The problem
Up to and including the line with "Turn the roads", restate the records below word for word, beginning with their first line.

Collected data entries
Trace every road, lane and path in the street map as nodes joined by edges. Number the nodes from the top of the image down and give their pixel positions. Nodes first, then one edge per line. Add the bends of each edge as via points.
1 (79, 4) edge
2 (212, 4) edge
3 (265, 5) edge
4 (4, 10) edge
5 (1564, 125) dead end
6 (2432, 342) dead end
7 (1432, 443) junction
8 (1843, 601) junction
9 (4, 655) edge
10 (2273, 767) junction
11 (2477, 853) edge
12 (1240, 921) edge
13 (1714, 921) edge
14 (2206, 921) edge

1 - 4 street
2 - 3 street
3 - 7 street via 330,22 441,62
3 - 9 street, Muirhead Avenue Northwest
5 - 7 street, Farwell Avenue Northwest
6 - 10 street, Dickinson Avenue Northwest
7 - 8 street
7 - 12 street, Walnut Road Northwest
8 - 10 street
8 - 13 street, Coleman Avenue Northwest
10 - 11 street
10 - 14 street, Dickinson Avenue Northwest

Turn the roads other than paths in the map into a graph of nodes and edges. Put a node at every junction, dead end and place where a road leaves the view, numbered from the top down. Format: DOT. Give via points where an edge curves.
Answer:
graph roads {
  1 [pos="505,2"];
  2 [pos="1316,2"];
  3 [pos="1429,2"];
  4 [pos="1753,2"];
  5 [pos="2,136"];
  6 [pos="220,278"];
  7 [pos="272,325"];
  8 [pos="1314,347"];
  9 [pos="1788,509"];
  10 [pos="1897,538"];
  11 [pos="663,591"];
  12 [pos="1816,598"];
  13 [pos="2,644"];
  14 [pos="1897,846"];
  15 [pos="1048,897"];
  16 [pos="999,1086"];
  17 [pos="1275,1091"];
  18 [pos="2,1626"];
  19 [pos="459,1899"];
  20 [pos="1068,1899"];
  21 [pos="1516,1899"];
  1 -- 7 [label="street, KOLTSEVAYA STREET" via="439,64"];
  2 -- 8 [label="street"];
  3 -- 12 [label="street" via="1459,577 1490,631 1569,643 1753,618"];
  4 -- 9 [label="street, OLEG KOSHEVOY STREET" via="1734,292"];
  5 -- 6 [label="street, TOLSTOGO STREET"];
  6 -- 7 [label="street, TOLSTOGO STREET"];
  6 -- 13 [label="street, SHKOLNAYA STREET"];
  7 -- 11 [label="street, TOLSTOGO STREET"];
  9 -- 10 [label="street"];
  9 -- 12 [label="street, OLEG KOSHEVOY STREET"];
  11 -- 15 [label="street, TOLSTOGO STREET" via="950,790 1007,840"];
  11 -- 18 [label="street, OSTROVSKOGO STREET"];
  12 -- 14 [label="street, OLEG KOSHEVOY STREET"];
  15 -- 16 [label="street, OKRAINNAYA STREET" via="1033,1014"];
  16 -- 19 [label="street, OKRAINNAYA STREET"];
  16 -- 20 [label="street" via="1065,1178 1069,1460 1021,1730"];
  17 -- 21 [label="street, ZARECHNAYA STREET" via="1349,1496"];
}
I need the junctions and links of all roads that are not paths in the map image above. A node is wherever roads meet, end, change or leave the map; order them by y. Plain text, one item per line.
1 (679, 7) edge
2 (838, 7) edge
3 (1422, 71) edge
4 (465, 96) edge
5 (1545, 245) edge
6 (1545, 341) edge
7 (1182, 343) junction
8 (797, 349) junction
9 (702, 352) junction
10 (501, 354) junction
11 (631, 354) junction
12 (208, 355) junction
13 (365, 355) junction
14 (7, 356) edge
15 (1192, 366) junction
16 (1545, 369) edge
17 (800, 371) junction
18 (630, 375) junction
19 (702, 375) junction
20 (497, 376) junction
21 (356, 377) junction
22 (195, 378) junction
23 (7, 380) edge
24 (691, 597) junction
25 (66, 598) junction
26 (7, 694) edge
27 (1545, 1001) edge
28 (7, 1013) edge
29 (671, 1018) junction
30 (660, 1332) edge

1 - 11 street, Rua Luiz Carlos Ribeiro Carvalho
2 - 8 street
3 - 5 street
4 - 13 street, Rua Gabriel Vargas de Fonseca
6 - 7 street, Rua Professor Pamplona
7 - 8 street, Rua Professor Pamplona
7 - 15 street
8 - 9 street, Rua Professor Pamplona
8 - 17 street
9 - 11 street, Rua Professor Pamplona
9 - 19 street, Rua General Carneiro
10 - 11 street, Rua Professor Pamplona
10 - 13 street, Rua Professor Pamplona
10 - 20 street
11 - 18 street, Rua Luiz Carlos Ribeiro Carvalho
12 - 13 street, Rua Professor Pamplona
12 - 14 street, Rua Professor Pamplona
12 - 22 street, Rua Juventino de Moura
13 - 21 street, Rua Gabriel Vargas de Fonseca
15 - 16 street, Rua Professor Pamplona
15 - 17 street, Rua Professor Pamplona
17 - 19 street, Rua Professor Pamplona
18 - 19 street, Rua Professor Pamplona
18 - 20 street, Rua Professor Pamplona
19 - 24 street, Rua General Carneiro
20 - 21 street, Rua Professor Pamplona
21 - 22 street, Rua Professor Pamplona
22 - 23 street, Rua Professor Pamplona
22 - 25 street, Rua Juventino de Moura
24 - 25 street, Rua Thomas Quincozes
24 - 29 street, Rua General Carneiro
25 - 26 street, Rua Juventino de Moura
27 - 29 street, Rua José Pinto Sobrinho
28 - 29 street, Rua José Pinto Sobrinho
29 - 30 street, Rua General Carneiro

Result
Trace every road, lane and path in the street map as nodes joined by edges. Number the nodes from the top of the image down and give their pixel positions. Nodes first, then one edge per line. Add the bends of each edge as via points.
1 (79, 4) edge
2 (212, 4) edge
3 (265, 5) edge
4 (4, 10) edge
5 (1564, 125) dead end
6 (2432, 342) dead end
7 (1432, 443) junction
8 (1843, 601) junction
9 (4, 655) edge
10 (2273, 767) junction
11 (2477, 853) edge
12 (1240, 921) edge
13 (1714, 921) edge
14 (2206, 921) edge

1 - 4 street
2 - 3 street
3 - 7 street via 330,22 441,62
3 - 9 street, Muirhead Avenue Northwest
5 - 7 street, Farwell Avenue Northwest
6 - 10 street, Dickinson Avenue Northwest
7 - 8 street
7 - 12 street, Walnut Road Northwest
8 - 10 street
8 - 13 street, Coleman Avenue Northwest
10 - 11 street
10 - 14 street, Dickinson Avenue Northwest

Turn the roads other than paths in the map into a graph of nodes and edges. Put a node at every junction, dead end and place where a road leaves the view, numbered from the top down. Format: DOT. Give via points where an edge curves.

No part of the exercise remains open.